TASK REQUIREMENTS: Check every line of the material below for the string "Boreal". State how many lines have it.

INFORMATION GIVEN:
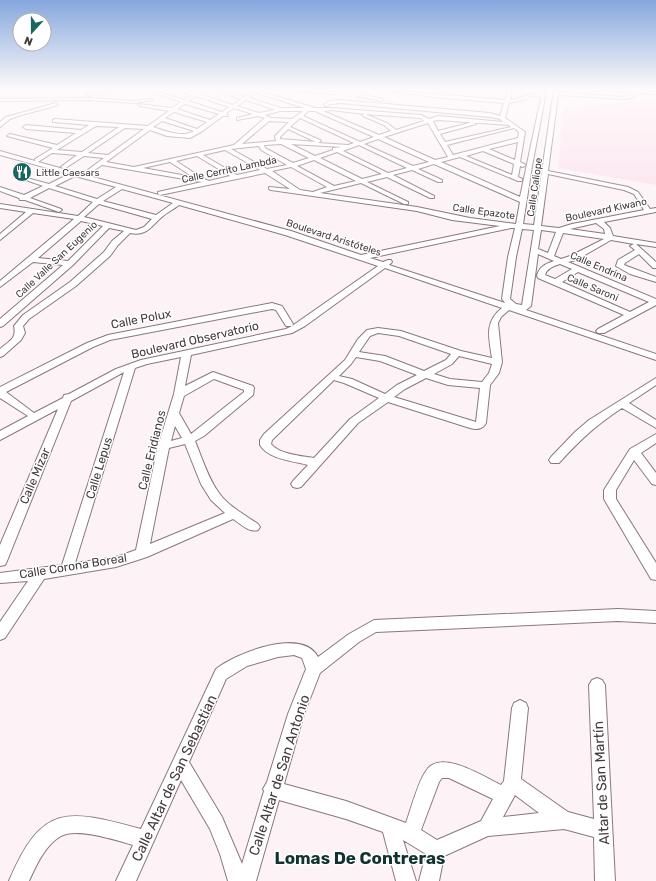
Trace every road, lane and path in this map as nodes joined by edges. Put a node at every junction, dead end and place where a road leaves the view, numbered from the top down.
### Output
1 (55, 130) edge
2 (84, 130) edge
3 (118, 130) edge
4 (147, 130) edge
5 (155, 130) edge
6 (255, 130) edge
7 (283, 130) edge
8 (296, 130) edge
9 (330, 130) edge
10 (362, 130) edge
11 (401, 130) edge
12 (444, 130) edge
13 (504, 130) edge
14 (519, 130) edge
15 (536, 130) edge
16 (551, 130) edge
17 (199, 131) edge
18 (81, 132) junction
19 (394, 132) joint
20 (436, 132) joint
21 (535, 135) junction
22 (10, 136) dead end
23 (378, 137) junction
24 (522, 137) junction
25 (24, 140) junction
26 (68, 141) junction
27 (283, 142) junction
28 (358, 143) junction
29 (260, 144) junction
30 (325, 144) junction
31 (444, 144) junction
32 (236, 146) junction
33 (458, 146) dead end
34 (349, 147) junction
35 (226, 148) junction
36 (465, 148) dead end
37 (54, 149) junction
38 (338, 150) junction
39 (481, 150) junction
40 (1, 153) edge
41 (83, 154) junction
42 (197, 154) junction
43 (459, 155) junction
44 (110, 157) junction
45 (451, 157) junction
46 (317, 158) junction
47 (35, 159) junction
48 (171, 160) junction
49 (434, 162) junction
50 (101, 163) junction
51 (516, 163) junction
52 (293, 165) junction
53 (529, 166) junction
54 (64, 167) junction
55 (136, 168) junction
56 (412, 168) junction
57 (265, 171) junction
58 (545, 172) junction
59 (74, 174) junction
60 (387, 175) junction
61 (88, 176) junction
62 (236, 177) junction
63 (25, 178) dead end
64 (515, 178) junction
65 (201, 179) junction
66 (440, 181) dead end
67 (210, 182) junction
68 (361, 182) junction
69 (526, 183) junction
70 (123, 185) junction
71 (48, 186) junction
72 (271, 188) dead end
73 (333, 188) junction
74 (0, 189) edge
75 (419, 191) junction
76 (298, 192) junction
77 (160, 193) junction
78 (309, 194) junction
79 (25, 197) junction
80 (432, 197) dead end
81 (394, 198) junction
82 (523, 201) junction
83 (98, 202) junction
84 (178, 202) junction
85 (1, 208) edge
86 (417, 209) junction
87 (656, 210) edge
88 (31, 211) junction
89 (648, 212) junction
90 (78, 218) junction
91 (157, 218) junction
92 (599, 222) junction
93 (108, 225) junction
94 (510, 226) junction
95 (519, 226) junction
96 (538, 228) junction
97 (560, 230) junction
98 (574, 230) junction
99 (128, 231) junction
100 (0, 238) edge
101 (608, 238) junction
102 (631, 241) junction
103 (656, 245) edge
104 (534, 250) junction
105 (639, 251) junction
106 (550, 257) junction
107 (32, 260) junction
108 (381, 260) junction
109 (561, 262) junction
110 (70, 263) junction
111 (656, 266) edge
112 (577, 269) junction
113 (532, 274) junction
114 (544, 278) junction
115 (656, 280) edge
116 (555, 283) junction
117 (0, 285) edge
118 (656, 302) edge
119 (508, 304) junction
120 (527, 306) junction
121 (630, 315) junction
122 (0, 324) edge
123 (289, 324) junction
124 (18, 326) junction
125 (601, 331) junction
126 (271, 333) junction
127 (656, 349) edge
128 (457, 352) junction
129 (0, 354) edge
130 (186, 354) junction
131 (354, 354) junction
132 (656, 357) edge
133 (497, 362) junction
134 (131, 366) junction
135 (425, 374) junction
136 (332, 377) junction
137 (656, 382) edge
138 (485, 385) junction
139 (0, 392) edge
140 (179, 394) junction
141 (69, 395) junction
142 (387, 398) junction
143 (621, 403) junction
144 (29, 414) junction
145 (174, 414) junction
146 (656, 425) edge
147 (0, 430) edge
148 (0, 436) edge
149 (656, 438) edge
150 (189, 440) junction
151 (164, 446) junction
152 (634, 452) junction
153 (555, 460) dead end
154 (317, 463) junction
155 (656, 481) edge
156 (297, 484) dead end
157 (234, 514) junction
158 (254, 527) dead end
159 (142, 553) junction
160 (0, 561) edge
161 (67, 569) junction
162 (40, 574) junction
163 (656, 575) edge
164 (0, 578) edge
165 (656, 617) edge
166 (0, 634) edge
167 (314, 669) junction
168 (597, 685) dead end
169 (520, 708) dead end
170 (180, 763) junction
171 (272, 789) junction
172 (508, 789) junction
173 (564, 820) junction
174 (390, 827) junction
175 (487, 827) junction
176 (603, 830) junction
177 (411, 834) junction
178 (145, 839) junction
179 (436, 850) junction
180 (19, 881) edge
181 (126, 881) edge
182 (238, 881) edge
183 (246, 881) edge
184 (406, 881) edge
185 (428, 881) edge
186 (605, 881) edge

1 - 18 street
2 - 18 street
3 - 41 street
4 - 44 street
5 - 17 street
6 - 32 street
7 - 27 street
8 - 30 street
9 - 28 street
10 - 23 street
11 - 19 street, Calle Cerrito Lambda
12 - 20 street
13 - 31 street
14 - 24 street
15 - 21 street, Calle Caliope
16 - 58 street, Calle Caliope
18 - 26 street
19 - 23 street, Calle Cerrito Lambda
20 - 31 street
21 - 24 street
21 - 53 street, Calle Caliope
22 - 25 street
23 - 28 street, Calle Cerrito Lambda
23 - 49 street
24 - 39 street
24 - 51 street
25 - 26 street
25 - 37 street
26 - 37 street
27 - 29 street
27 - 30 street
27 - 46 street
28 - 34 street, Calle Cerrito Lambda
28 - 56 street
29 - 32 street
29 - 52 street
30 - 34 street
30 - 38 street
31 - 33 street
31 - 45 street
32 - 35 street
34 - 38 street, Calle Cerrito Lambda
35 - 42 street
35 - 57 street
36 - 39 street
37 - 41 street
37 - 47 street
38 - 46 street, Calle Cerrito Lambda
38 - 60 street
39 - 43 street
39 - 51 street
40 - 47 street, Boulevard Aristóteles
40 - 59 street, Boulevard Aristóteles
41 - 44 street
41 - 54 street
42 - 48 street
42 - 62 street
43 - 45 street
43 - 64 street
44 - 50 street
45 - 49 street
46 - 52 street, Calle Cerrito Lambda
46 - 68 street
47 - 54 street, Boulevard Aristóteles
48 - 55 street
48 - 65 street
49 - 56 street
49 - 82 street
50 - 55 street
50 - 61 street
51 - 53 street
51 - 64 street
52 - 57 street, Calle Cerrito Lambda
52 - 73 street
53 - 69 street, Calle Caliope
54 - 61 street, Boulevard Aristóteles
55 - 65 street
56 - 60 street
56 - 66 street
57 - 62 street, Calle Cerrito Lambda
57 - 76 street
58 - 89 street
58 - 96 street, Calle Caliope
59 - 61 street, Boulevard Aristóteles
59 - 71 street
60 - 68 street
60 - 75 street
61 - 70 street, Boulevard Aristóteles
62 - 67 street, Calle Cerrito Lambda
63 - 71 street
64 - 69 street
65 - 67 street
67 - 77 street, Calle Cerrito Lambda
68 - 73 street
68 - 81 street
69 - 82 street, Calle Caliope
70 - 77 street, Boulevard Aristóteles
70 - 83 street
70 - 84 street, Boulevard Aristóteles
71 - 79 street
71 - 83 street
72 - 76 street, Calle Epazote
73 - 78 street
74 - 79 street
75 - 80 street
75 - 81 street
76 - 78 street, Calle Epazote
77 - 108 street, Boulevard Aristóteles
78 - 86 street, Calle Epazote
79 - 85 street
79 - 90 street
81 - 86 street
82 - 95 street, Calle Caliope
83 - 90 street
83 - 91 street
84 - 91 street
84 - 108 street, Boulevard Aristóteles
85 - 88 street
86 - 94 street, Calle Epazote
87 - 89 street, Boulevard Kiwano
88 - 90 street
88 - 100 street
89 - 92 street, Boulevard Kiwano
90 - 93 street
90 - 107 street
91 - 99 street
92 - 98 street, Boulevard Kiwano
92 - 101 street
93 - 99 street
93 - 110 street, Calle Valle San Eugenio
94 - 95 street, Calle Epazote
94 - 108 street
95 - 96 street, Calle Epazote
95 - 119 street, Calle Caliope
96 - 97 street, Calle Epazote
96 - 104 street, Calle Caliope
97 - 98 street, Boulevard Kiwano
97 - 106 street
98 - 101 street
99 - 124 street
101 - 102 street
101 - 109 street
102 - 103 street
102 - 105 street
104 - 106 street, Calle Endrina
104 - 113 street, Calle Caliope
105 - 111 street
105 - 115 street
106 - 109 street, Calle Endrina
107 - 110 street
107 - 117 street
108 - 119 street, Boulevard Aristóteles
108 - 123 street, Boulevard Observatorio
108 - 126 street, Boulevard Observatorio
109 - 112 street, Calle Endrina
109 - 114 street
110 - 122 street, Calle Valle San Eugenio
112 - 116 street
112 - 118 street, Calle Endrina
113 - 114 street, Calle Saroni
113 - 120 street, Calle Caliope
114 - 116 street, Calle Saroni
116 - 121 street, Calle Saroni
118 - 121 street
119 - 120 street, Boulevard Aristóteles
119 - 133 street
120 - 125 street
120 - 132 street, Boulevard Aristóteles
121 - 125 street
122 - 124 street
123 - 126 street, Boulevard Observatorio
123 - 139 street, Calle Polux
124 - 129 street
125 - 127 street
126 - 130 street, Boulevard Observatorio
126 - 141 street, Boulevard Observatorio
128 - 131 street
128 - 133 street
128 - 135 street
130 - 134 street, Boulevard Observatorio
130 - 140 street, Calle Eridianos
131 - 135 street
131 - 136 street
133 - 138 street
134 - 141 street, Boulevard Observatorio
134 - 161 street, Calle Lepus
135 - 138 street
135 - 142 street
136 - 142 street
136 - 154 street
137 - 143 street
138 - 142 street
139 - 144 street
140 - 145 street, Calle Eridianos
140 - 150 street
141 - 144 street, Boulevard Observatorio
141 - 148 street, Boulevard Observatorio
141 - 160 street, Calle Mizar
142 - 154 street
143 - 146 street
143 - 153 street
144 - 147 street, Boulevard Observatorio
145 - 150 street
145 - 151 street, Calle Eridianos
149 - 152 street
150 - 151 street
150 - 157 street
151 - 159 street, Calle Eridianos
152 - 155 street
152 - 163 street
154 - 156 street
157 - 158 street
157 - 159 street, Calle Corona Boreal
159 - 161 street, Calle Corona Boreal
161 - 162 street, Calle Corona Boreal
162 - 164 street, Calle Corona Boreal
162 - 166 street
165 - 167 street
167 - 170 street, Calle Altar de San Sebastian
167 - 171 street, Calle Altar de San Antonio
168 - 176 street, Altar de San Martín
169 - 172 street
170 - 178 street, Calle Altar de San Sebastian
170 - 182 street
171 - 174 street
171 - 183 street, Calle Altar de San Antonio
172 - 173 street
172 - 175 street
172 - 177 street
173 - 175 street
173 - 176 street
174 - 177 street
174 - 184 street
175 - 179 street
176 - 186 street, Altar de San Martín
177 - 179 street
178 - 180 street
178 - 181 street, Calle Altar de San Sebastian
179 - 185 street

RESPONSE FOR THIS EXERCISE: 4